My question is the same as Philbinrap, why the imperf subj and not the present subj? thesoph33 explains that vorrei requires the imperf subj whereas voglio would take the present subj. I do not understand this distinction. Can it be explained further?
"Vorrei" means "I would like". The verb "would like" is in the conditional form, the second conditional which is used to express something that has not happened and is unlikely to happen. The second part of the sentence, "che lei si decidesse" means "that she decided". The verb in the past form tells us that something hasn't happened, and it is most likely that it won't, i.e that she won't decide. Another example to show this point: "I would like that he were here now". The fact is that he is not here, therefore we use the verb in the past form, ie the past subjunctive, to show this. This form using "I would like that .." is not used in spoken English, instead we use the infinitive, like this: "I would like HIM TO BE here now". So, back to the sentence in question, "Vorrei che lei si decidesse", using the construction with "that", we would say: "I would like that she decided" but to put it in a more modern way of speaking, we use the infinitive and say: "I would like HER TO DECIDE". It implies that although I would like her to decide, I know that she won't.
If we were using the present tense "voglio", then the present subjunctive would be used: "Voglio che lei si decida". This would be translated as: "I want that she decides, or I want her to decide". This tells us that the likelihood of her deciding is much more possible, whereas "vorrei che lei si decidesse" is very unlikely that she will make any decision.
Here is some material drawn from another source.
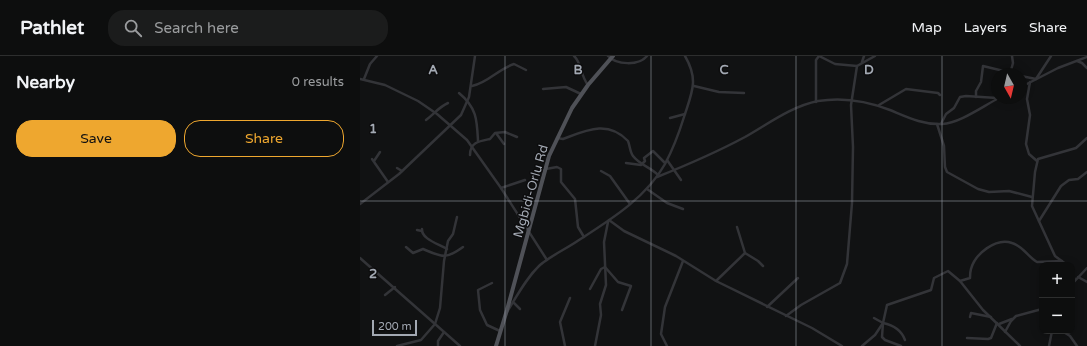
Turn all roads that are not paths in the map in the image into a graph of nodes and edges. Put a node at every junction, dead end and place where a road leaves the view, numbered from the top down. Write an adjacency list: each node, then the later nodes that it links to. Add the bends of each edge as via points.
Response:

Whether we use "voglio" and "si decida" or "vorrei" and "si decidesse" has to do with the likelihood of it happening. Eg "I want her to be rich", "Voglio che lei sia ricca" seems a more likely possibility than "I would like her to be rich", "Vorrei che lei fosse ricca". Likewise, "Vorrei che lei si decidesse" seems very unlikely.
Edoah2, I hope this explanation makes it clearer.
A native English speaker writes: While what you say about the implied relative likelihood of what is desired coming about in each of the two cases may be true of the Italian sentences ("Vorrei... si decidesse" and "Voglio.. si decida"), it is not at all true of the English versions.
Neither of "I would like her to decide" and "I want her to decide" gives any indication at all of whether she is in fact likely to decide. The only difference is that the former sounds more polite and less insistent than does the latter.
"Vorrei che loro decidessero." and "Vorrei tanto che le si decidesse..." Why does one of these DL sentences require "si" and the other does not?
According to my OUP dictionary, and online sources, it seems that the non-reflexive form "decidere" means "to decide", and the reflexive form "decidersi" can mean either "to make one's mind up" or "to decide", so it seems there may be a subtle difference. It would be great if a native Italian would explain, please.
Se tu voglia usare "a lot", dovresti scrivere "I would like IT a lot if she decided" oppure "I would like IT a lot for her to decide". Però queste frasi suonano un po' maldestre.
your screen version says 'she decide' not she decides which is correct in english
"I would like" is what English-speakers tend to say where speakers of Romance languages (and maybe others) say the literal equivalent of "I would want". Translation is about usage as well as formal equivalence.
This whole imperfect subjunctive chapter is just simply annoying from a point and on. The examples simply don't work in English (being such a broken language as it is)
This lesson is driving me crazy. All of the sentences have the same number of syllables. They all sound the same, they all use permutations of the same small sets of words. The tone of the voice is so monotonic. Many of the sentences are repeated over and over. This is a never ending nightmare. Guys we are freaking humans, not robots.